Disadari atau tidak, seiring pergantian tahun, usia setiap manusia akan makin berkurang. Namun, kebanyakan manusia tidak menyadari hal itu, yang disadari hanya umur yang bertambah, sehingga tahun baru lewat begitu saja, tanpa ada upaya penyelasan dan perbaikan.
Setiap manusia dianugerahi oleh Tuhan berupa waktu selama 24 jam setiap harinya. Ini merupakan salah satu wujud keadilan Tuhan kepada setiap manusia sebagai salah satu makhluk-Nya. Namun di sisi lain, waktu kematian setiap manusia juga sudah ditentukan oleh Allah SWT, sebagaimana dalam firman-Nya:
نَحْنُ قَدَّرْنَا بَيْنَكُمُ الْمَوْتَ وَمَا نَحْنُ بِمَسْبُوْقِيْنَۙ
“Kami telah menentukan kematian masing-masing kamu dan Kami tidak lemah.” (QS al-Waqiah [56]: 60)
Dari ayat tersebut dapat ditarik benang merah bahwa kematian setiap manusia sudah ditentukan oleh Allah SWT dan setiap manusia tidak dapat mengelaknya. Karena itu, waktu dan kesempatan untuk hidup yang dianugerahi oleh Tuhan ini harus dimanfaatkan secara maksimal dengan hal-hal yang produktif.
Imam Syafi’i Rahimullah pernah berpesan. “Waktu itu ibarat pedang. Jika engkau tidak menebasnya maka ialah yang menebasmu. Dan jiwamu jika tidak kau sibukkan di dalam kebenaran maka ia akan menyibukkanmu dalam kebatilan.” Pesan tersebut mengandung makna bagaimana pentingnya memanfaatkan waktu yang ada dengan menganalogikan waktu itu seperti pedang.
Selain itu, kalimat yang familiar juga berkaitan dengan urgensi memanfaatkan waktu adalah “Time is money (waktu adalah uang).” Sedemikian berharganya sang waktu, sehingga apabila tidak dimanfaatkan dengan baik, maka itu artinya sama dengan membuang uang. Padahal, apa-apa itu butuh uang. Dengan uang, setiap manusia dapat memenuhi kebutuhan hidupnya, mecukupi kebutuhan hidup keluarganya, dan berbuar baik dengan tetangganya. Semua bentuk yang dinilai sebagaimana amal ibadah tersebut dapat terlaksana dengan memiliki uang.
Rasulullah SAW bersabda, “Ada dua nikmat yang kebanyakan manusia tertipu di dalamnya, yakni kesehatan dan kesempatan.” (HR Bukhori). Sadar tidak sadar bahwa apa yang disabdakan oleh Rasulullah SAW tersebut benar adanya. Sebab, setiap manusia akan mengetahui adanya dua nikmat tersebut, manakala dua nikmat tersebut sudah dicabut oleh Allah SWT.

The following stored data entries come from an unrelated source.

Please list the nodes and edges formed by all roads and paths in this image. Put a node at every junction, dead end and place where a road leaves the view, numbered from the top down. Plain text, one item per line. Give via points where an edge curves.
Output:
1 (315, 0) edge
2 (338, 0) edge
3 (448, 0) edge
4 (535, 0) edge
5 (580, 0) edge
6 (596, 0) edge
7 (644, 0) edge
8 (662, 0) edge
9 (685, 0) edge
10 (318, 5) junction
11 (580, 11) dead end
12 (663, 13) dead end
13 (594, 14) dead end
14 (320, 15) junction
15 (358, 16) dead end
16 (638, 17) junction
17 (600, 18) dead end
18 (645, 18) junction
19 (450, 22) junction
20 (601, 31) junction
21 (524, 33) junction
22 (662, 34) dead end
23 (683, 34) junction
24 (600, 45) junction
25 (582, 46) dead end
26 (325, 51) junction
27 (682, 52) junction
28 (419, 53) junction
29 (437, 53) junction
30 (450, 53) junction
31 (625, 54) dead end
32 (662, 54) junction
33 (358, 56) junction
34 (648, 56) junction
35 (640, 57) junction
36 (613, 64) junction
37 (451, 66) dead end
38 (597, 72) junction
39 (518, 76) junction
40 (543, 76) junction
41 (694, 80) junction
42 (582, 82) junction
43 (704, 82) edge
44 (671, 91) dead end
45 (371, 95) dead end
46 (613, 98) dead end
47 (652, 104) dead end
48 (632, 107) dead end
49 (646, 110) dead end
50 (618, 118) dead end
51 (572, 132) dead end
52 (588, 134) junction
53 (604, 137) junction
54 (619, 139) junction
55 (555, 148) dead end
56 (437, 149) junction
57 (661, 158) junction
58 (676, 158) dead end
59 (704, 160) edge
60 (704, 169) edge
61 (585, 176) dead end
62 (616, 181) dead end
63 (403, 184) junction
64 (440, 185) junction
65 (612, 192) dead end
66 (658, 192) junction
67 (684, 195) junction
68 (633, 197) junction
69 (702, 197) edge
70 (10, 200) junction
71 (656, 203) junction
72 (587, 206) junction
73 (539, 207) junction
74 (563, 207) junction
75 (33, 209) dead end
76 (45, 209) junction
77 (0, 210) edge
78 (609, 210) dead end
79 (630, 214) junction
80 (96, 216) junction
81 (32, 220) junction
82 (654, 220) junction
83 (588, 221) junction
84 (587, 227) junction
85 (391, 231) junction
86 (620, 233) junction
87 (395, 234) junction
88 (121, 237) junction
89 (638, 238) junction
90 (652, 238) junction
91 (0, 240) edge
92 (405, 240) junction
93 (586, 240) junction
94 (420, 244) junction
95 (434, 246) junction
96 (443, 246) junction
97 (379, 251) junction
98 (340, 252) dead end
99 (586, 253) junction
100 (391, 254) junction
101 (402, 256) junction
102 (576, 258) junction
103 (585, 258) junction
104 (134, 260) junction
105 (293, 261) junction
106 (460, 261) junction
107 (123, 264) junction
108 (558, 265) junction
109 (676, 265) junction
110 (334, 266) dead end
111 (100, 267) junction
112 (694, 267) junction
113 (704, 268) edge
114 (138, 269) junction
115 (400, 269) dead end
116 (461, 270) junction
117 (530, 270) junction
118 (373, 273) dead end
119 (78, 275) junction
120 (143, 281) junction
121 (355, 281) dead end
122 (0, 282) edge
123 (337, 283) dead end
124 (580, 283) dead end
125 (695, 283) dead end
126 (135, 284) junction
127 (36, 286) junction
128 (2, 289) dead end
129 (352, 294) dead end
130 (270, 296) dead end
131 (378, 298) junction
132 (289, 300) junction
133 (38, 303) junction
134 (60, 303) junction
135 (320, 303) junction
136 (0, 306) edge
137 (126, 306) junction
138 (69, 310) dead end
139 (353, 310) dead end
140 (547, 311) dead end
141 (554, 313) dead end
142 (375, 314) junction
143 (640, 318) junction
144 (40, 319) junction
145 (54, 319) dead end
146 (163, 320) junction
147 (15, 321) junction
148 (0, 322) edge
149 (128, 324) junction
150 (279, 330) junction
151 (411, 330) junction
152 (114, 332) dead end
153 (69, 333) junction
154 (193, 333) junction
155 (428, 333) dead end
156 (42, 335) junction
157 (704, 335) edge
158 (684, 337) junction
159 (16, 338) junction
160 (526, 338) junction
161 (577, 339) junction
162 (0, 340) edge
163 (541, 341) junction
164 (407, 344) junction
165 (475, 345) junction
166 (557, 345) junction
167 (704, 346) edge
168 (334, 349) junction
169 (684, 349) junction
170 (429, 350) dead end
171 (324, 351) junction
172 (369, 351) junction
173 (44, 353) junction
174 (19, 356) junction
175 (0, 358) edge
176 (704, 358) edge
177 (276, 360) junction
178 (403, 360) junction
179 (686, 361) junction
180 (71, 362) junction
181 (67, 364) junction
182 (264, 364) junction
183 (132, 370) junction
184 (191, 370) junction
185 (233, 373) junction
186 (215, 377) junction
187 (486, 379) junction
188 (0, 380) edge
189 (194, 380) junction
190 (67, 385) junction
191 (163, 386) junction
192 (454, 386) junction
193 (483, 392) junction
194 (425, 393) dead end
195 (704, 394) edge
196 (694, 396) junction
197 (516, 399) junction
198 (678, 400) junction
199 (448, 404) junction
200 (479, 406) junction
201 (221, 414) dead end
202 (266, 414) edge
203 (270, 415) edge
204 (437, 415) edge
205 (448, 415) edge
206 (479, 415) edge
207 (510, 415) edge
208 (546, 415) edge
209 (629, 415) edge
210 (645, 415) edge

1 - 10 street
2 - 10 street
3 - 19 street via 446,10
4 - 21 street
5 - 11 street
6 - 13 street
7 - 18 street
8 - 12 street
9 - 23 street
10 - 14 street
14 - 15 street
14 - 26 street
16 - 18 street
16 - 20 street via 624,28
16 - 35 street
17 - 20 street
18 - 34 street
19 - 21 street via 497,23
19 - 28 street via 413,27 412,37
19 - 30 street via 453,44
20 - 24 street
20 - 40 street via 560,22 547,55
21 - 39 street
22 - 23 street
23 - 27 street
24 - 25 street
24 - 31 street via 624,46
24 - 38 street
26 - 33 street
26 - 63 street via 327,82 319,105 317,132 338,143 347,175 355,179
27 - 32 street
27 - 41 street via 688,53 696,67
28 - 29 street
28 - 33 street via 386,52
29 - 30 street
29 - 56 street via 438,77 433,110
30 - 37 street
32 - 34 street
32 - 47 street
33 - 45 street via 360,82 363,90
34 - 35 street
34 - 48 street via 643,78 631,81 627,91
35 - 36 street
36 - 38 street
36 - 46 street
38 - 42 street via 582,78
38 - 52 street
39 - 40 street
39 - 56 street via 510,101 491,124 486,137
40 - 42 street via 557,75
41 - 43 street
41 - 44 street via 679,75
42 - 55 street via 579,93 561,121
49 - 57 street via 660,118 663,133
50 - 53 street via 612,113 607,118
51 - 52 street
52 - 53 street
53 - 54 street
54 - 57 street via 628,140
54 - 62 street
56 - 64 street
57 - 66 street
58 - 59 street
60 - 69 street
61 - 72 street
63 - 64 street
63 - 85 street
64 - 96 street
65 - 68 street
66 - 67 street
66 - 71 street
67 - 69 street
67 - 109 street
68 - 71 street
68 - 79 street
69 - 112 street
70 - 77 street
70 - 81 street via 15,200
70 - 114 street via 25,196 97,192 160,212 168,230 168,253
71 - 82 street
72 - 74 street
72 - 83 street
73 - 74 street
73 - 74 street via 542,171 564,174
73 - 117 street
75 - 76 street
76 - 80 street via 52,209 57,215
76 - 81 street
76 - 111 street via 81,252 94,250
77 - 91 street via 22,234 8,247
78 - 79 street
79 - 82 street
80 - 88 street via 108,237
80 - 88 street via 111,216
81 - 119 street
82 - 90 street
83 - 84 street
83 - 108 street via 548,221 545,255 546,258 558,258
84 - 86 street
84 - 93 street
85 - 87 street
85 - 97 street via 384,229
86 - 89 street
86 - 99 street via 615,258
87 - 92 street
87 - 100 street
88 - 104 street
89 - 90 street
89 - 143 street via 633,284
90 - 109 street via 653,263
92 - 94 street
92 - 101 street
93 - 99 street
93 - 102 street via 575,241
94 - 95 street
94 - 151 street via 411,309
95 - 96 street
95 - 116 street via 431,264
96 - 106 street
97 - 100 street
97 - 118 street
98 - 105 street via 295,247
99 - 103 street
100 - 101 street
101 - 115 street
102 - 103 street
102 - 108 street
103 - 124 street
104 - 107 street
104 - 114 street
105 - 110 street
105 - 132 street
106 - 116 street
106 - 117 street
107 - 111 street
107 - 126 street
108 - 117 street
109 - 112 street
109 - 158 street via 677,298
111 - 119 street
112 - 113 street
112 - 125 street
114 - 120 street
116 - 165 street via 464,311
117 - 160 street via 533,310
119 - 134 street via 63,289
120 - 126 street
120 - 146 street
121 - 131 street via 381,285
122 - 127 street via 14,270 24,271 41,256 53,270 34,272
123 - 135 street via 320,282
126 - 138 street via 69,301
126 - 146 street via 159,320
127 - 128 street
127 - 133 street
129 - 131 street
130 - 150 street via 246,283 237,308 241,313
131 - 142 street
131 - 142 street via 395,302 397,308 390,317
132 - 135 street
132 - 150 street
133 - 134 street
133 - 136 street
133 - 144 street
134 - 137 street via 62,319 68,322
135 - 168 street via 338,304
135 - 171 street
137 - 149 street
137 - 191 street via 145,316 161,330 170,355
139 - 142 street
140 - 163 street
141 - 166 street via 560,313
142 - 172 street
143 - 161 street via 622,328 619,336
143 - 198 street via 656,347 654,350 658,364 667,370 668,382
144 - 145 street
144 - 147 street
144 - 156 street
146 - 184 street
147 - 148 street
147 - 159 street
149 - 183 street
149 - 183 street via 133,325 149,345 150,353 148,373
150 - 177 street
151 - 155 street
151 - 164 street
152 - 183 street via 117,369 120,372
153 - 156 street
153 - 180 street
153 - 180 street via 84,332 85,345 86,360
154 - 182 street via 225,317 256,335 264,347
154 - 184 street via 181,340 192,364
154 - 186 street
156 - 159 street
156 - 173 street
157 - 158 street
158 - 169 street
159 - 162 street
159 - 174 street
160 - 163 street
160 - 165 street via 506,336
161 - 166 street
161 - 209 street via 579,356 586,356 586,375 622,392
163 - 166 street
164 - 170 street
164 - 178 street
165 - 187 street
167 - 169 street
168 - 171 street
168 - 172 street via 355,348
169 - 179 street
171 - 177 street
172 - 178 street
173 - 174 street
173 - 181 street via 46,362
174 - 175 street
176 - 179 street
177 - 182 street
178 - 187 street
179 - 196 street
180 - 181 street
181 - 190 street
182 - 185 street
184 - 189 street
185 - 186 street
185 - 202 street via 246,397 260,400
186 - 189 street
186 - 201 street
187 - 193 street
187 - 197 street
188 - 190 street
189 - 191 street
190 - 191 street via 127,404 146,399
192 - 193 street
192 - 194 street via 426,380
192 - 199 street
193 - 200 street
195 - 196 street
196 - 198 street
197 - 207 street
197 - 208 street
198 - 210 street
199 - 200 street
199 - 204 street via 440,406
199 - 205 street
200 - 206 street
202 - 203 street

Karena itu, ada pesan Rasulullah SAW yang berbicara soal nikmat juga. Beliau bersabda: “Manfaatkan lima perkara sebelum datangnya lima perkara, yaitu waktu muda sebelum datangnya tua; Waktu sehat sebelum datangnya sakit; Waktu kaya sebelum datangnya miskin; Waktu luang sebelum datangnya sempit; Waktu hidup sebelum datangnya mati.”
Peran Mahasiswa dalam Mengawal Pergantian Tahun
Dari tahun ke tahun, perayaan tahun baru diwarnai dengan tajuk trompet, kembang api, aneka petasan, dan konser-konser. Bahkan bagi kaum muda yang memiliki pacar, momentum tahun baru dimanfatkan untuk jalan berduan dan potensi untuk terjadi hal-hal negatif sangat besar.
Perayaan tahun baru semacam itu sangat memikat antusiasme sebagian besar warga negara Indonesia. Sebab, inilah potret kultur warga negara Indonesia yang terpengaruh oleh kebudayaan modern milik Barat atau yang disebut dengan istilah westernisasi. Sejak awal Nurcholis Madjid sudah mewanti-wanti hal itu dengan pemikirannya. Ia mengatakan bahwa modernisasi adalah rasionalisasi bukan westernisasi, modernisasi itu identik dengan rasionalisasi yang berarti suatu perombakan pola pikir dan tata kerja yang tidak rasional digantikan dengan yang lebih rasional. Tujuannya adalah untuk memperoleh daya guna dan efesiensi yang maksimal.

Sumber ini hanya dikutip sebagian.